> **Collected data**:
━━━━━━━━━━

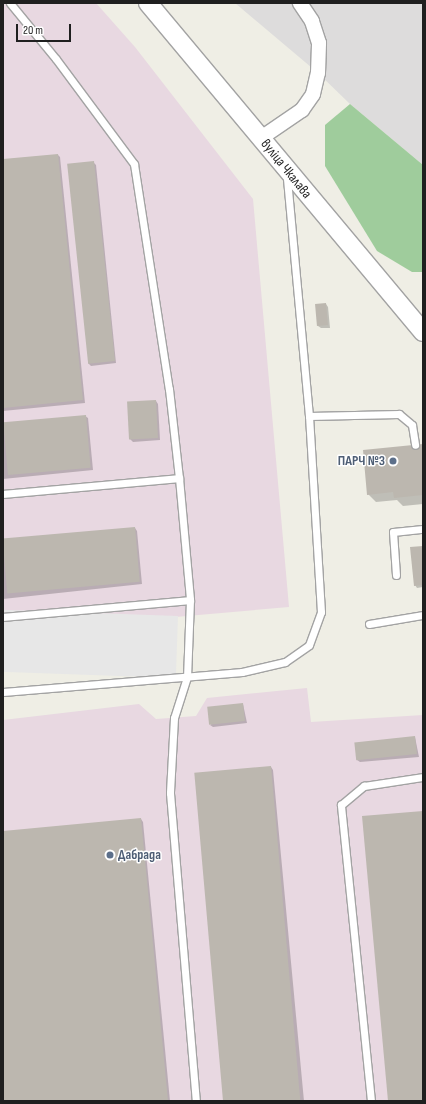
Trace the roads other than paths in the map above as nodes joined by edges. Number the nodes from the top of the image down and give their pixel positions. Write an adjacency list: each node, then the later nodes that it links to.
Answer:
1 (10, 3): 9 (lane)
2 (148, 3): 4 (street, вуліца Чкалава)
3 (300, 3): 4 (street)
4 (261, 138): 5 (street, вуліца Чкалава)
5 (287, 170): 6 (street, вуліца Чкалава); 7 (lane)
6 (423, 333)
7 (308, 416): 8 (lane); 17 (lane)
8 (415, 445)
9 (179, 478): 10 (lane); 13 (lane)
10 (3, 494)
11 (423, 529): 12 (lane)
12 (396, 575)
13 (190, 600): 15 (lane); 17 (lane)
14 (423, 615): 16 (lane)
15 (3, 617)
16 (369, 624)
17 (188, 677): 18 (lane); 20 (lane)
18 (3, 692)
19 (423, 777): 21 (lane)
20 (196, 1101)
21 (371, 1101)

━━━━━━━━━━

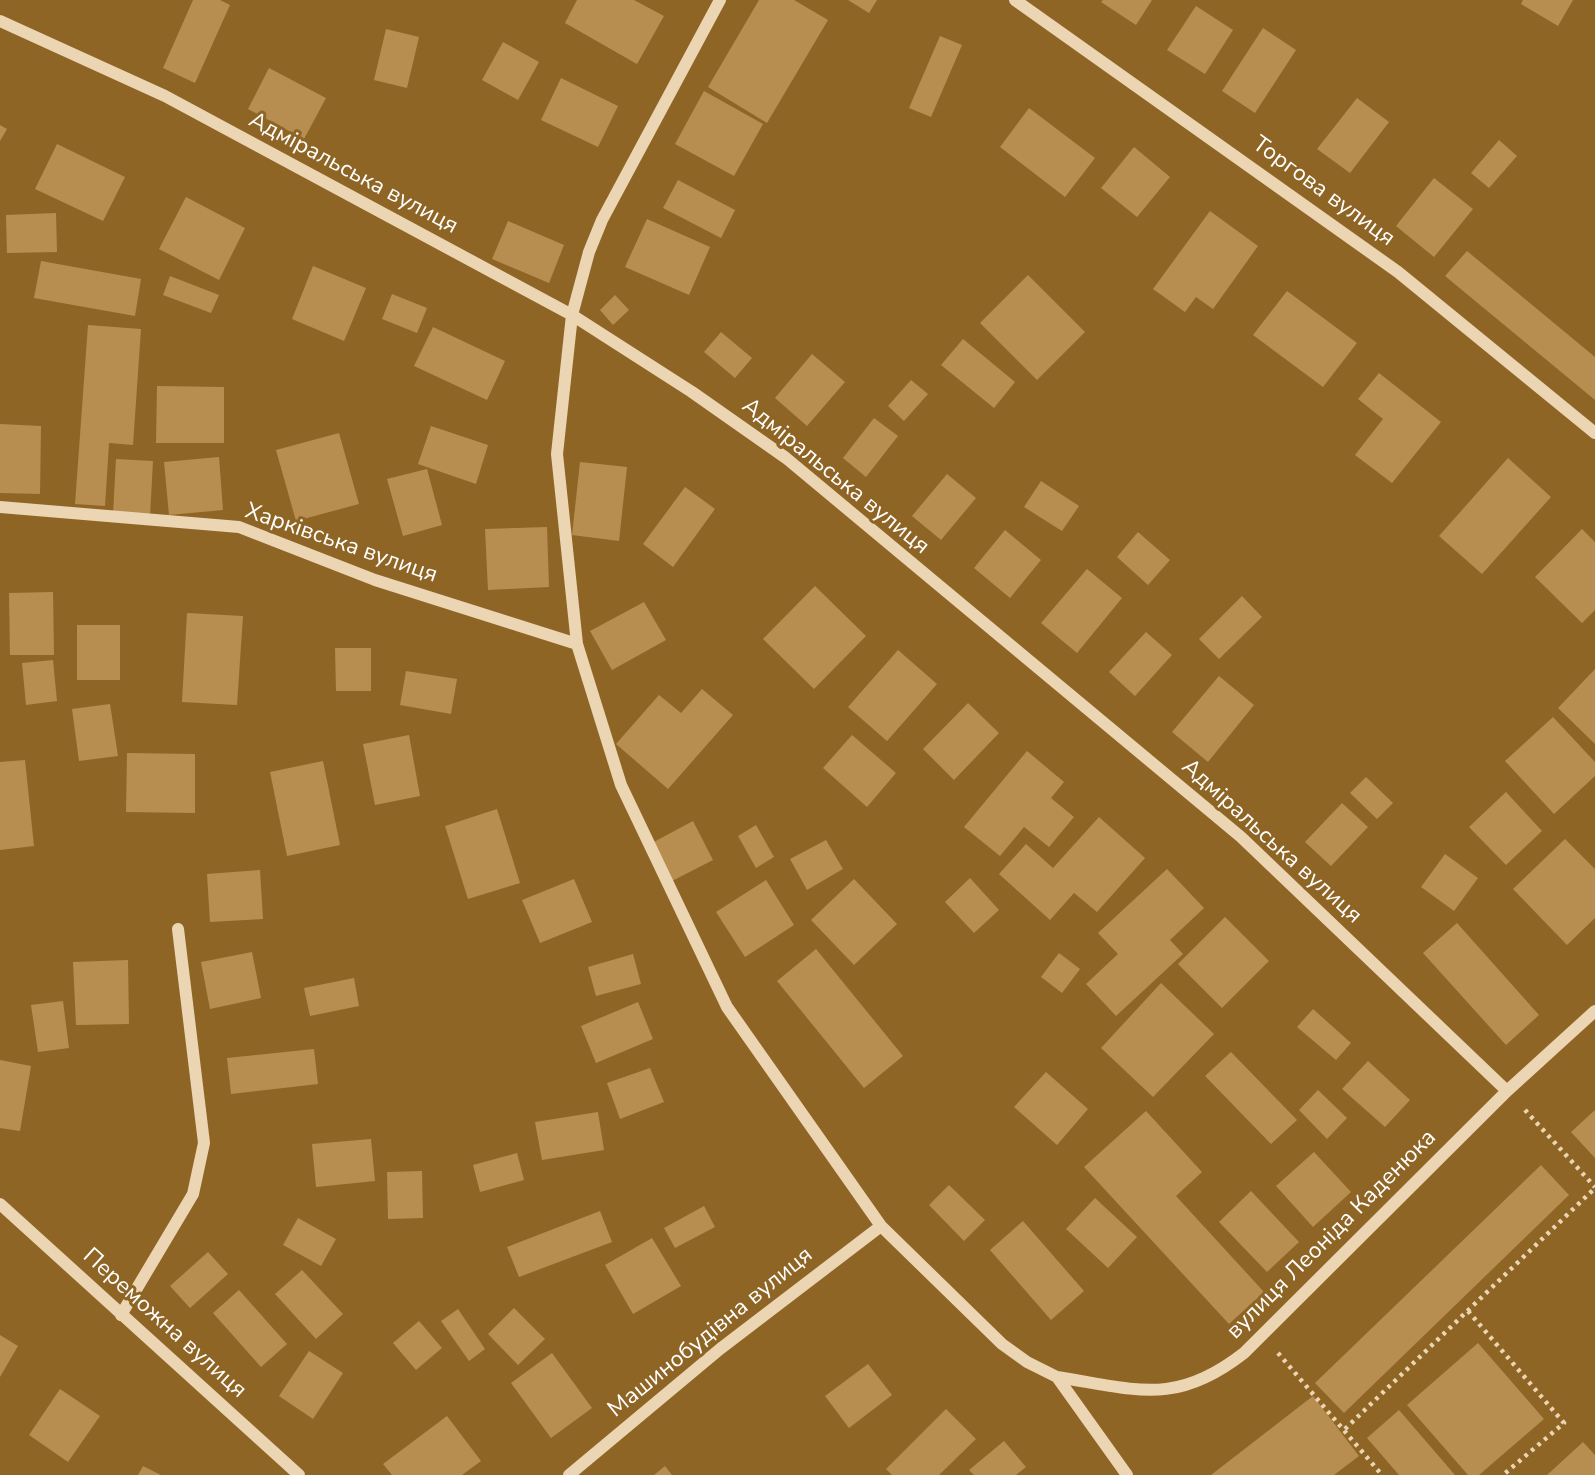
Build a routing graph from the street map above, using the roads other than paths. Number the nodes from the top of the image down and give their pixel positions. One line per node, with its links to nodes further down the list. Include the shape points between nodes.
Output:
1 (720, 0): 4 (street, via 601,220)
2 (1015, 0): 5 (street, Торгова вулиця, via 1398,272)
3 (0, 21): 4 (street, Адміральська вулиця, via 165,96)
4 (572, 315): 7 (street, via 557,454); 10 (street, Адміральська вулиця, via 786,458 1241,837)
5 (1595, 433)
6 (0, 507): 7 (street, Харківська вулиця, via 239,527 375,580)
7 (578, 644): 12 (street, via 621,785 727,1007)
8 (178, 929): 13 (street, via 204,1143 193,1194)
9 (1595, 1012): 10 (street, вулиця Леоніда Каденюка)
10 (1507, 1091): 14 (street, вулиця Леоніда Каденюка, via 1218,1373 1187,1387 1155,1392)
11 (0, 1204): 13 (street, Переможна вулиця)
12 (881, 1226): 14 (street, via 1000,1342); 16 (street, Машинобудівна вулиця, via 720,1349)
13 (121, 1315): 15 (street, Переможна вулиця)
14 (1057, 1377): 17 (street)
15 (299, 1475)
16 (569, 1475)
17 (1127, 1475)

━━━━━━━━━━

> **Action item**:
Where the word "Number" occurs in a line of the records, copy that line.

> **Problem solution**:
Trace the roads other than paths in the map above as nodes joined by edges. Number the nodes from the top of the image down and give their pixel positions. Write an adjacency list: each node, then the later nodes that it links to.
Build a routing graph from the street map above, using the roads other than paths. Number the nodes from the top of the image down and give their pixel positions. One line per node, with its links to nodes further down the list. Include the shape points between nodes.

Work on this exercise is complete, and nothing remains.